How does a P-Trap Work?

A P-trap traps water to prevent noxious fumes from the sewer from having a direct line to your drains. If those fumes get to the drains, you’ll smell it for sure.

Knowing how the plumbing around your house works will help you troubleshoot a lot of issues, as far as drainage and water movement around your home.

Using a fog machine here to simulate vapors that would come up through the sewer; if your P-trap isn’t functioning, this is what happens:

The fog you see going through the pipe and up through the top represents sewer fumes coming up through the drain, which you would smell. No bueno.

You may wonder, how does the water get through? When you pour water in (or turn on your sink), the pressure of the water going down creates an overflow and the water goes right through the plumbing as it should.

In a properly working P-trap, you have fumes going out the air vent (which goes outside), but nothing coming up through to the drain.

3 Potential Issues to Watch Out For

#1: Evaporation

If you have a drain that doesn’t get used very much, eventually the water inside the P-trap will evaporate, and sink below the level it needs to be. Fumes will come up through the drain.
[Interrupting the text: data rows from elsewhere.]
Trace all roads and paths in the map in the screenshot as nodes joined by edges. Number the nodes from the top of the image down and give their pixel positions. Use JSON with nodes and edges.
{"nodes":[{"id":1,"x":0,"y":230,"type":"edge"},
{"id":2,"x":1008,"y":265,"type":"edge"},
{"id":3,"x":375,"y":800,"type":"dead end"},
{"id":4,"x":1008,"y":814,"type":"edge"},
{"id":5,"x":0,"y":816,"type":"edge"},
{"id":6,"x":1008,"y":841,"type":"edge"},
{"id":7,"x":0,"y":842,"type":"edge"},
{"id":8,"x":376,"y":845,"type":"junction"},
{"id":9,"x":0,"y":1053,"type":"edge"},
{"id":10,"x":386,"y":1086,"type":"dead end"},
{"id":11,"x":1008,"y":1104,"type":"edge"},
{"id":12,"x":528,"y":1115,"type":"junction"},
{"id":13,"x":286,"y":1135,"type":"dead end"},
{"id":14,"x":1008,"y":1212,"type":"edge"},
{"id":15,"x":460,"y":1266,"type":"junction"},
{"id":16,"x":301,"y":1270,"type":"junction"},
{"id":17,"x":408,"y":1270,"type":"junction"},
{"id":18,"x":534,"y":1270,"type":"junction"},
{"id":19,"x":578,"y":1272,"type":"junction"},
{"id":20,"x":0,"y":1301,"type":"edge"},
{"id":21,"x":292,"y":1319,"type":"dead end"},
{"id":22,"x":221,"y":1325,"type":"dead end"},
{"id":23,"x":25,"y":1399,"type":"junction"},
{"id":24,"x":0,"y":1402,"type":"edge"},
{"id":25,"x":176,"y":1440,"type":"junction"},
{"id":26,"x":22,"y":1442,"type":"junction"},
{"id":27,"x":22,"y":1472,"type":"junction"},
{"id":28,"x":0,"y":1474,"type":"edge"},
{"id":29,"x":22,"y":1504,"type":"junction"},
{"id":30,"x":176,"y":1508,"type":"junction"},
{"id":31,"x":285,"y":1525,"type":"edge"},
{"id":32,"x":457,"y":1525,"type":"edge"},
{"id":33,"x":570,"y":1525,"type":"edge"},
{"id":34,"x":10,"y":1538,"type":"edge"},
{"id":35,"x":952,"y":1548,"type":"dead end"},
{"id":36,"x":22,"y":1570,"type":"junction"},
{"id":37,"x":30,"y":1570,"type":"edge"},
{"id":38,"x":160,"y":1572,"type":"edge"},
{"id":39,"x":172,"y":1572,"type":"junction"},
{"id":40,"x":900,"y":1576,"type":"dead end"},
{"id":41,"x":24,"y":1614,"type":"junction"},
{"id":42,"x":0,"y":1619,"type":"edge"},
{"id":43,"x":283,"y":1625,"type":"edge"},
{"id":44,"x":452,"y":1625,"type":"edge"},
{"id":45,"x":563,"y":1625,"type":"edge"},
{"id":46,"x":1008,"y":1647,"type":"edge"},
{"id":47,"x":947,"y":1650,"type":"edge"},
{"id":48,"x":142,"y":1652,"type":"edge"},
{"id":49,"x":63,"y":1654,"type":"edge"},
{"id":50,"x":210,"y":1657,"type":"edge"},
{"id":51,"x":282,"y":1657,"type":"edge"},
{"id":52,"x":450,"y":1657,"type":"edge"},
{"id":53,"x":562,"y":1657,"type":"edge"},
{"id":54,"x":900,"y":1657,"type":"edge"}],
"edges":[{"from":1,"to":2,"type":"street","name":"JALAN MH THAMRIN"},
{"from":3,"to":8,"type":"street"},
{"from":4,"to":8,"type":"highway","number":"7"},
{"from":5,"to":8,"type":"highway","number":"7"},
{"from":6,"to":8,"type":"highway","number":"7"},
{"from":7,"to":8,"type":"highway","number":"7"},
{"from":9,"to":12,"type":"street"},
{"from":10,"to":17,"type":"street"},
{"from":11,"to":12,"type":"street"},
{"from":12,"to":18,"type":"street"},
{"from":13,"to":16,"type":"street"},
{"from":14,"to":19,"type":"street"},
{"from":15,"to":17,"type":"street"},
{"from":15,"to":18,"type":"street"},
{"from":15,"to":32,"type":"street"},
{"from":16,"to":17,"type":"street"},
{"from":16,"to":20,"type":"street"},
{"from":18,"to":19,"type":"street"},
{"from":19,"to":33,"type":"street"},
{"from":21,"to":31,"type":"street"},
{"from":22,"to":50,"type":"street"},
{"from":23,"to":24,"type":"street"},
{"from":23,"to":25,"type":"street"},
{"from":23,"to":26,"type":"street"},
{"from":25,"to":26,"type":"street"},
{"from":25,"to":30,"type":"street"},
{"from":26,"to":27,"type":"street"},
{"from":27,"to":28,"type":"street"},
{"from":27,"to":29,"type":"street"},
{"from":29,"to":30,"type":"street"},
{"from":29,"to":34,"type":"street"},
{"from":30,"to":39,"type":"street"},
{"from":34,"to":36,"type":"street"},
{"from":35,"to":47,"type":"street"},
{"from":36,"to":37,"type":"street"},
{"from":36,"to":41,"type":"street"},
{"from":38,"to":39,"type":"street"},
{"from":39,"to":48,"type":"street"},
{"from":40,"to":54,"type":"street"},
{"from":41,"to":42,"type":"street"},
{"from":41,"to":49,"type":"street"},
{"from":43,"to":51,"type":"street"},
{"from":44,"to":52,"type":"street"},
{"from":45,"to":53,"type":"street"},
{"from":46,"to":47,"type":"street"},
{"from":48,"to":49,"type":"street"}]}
An AAV, or Air Admittance Valve will keep the P-trap replenished with water to make sure the fumes are blocked off.

Another potential issue, is hair or other fibers that can get stuck in the P-trap. They create a trail that can actually absorb the water in the P-trap, and the water can dry out. It’s important to keep those pipes clean and hair free!

#2: Slope the Drain

You need to make sure your pipes are sloped down to allow for the water to move through. Code for this is 1/4″ for every foot of pipe.

#3: Make Sure the Vacuum System isn’t Blocked

Another common issue with plumbing is the vacuum system getting messed up because there’s no air being pulled through the black vents that come out of the roof. This is usually caused by an animal getting stuck in the vent and blocking it. Check your outside vents to make sure there are no blockages.

Hopefully this information helps if you’ve had any issues with stinky smells coming from your bathroom (or other) drains.

And, let’s all give thanks to Alexander Cumming and Thomas Crapper for improving our living conditions!

Thanks, guys.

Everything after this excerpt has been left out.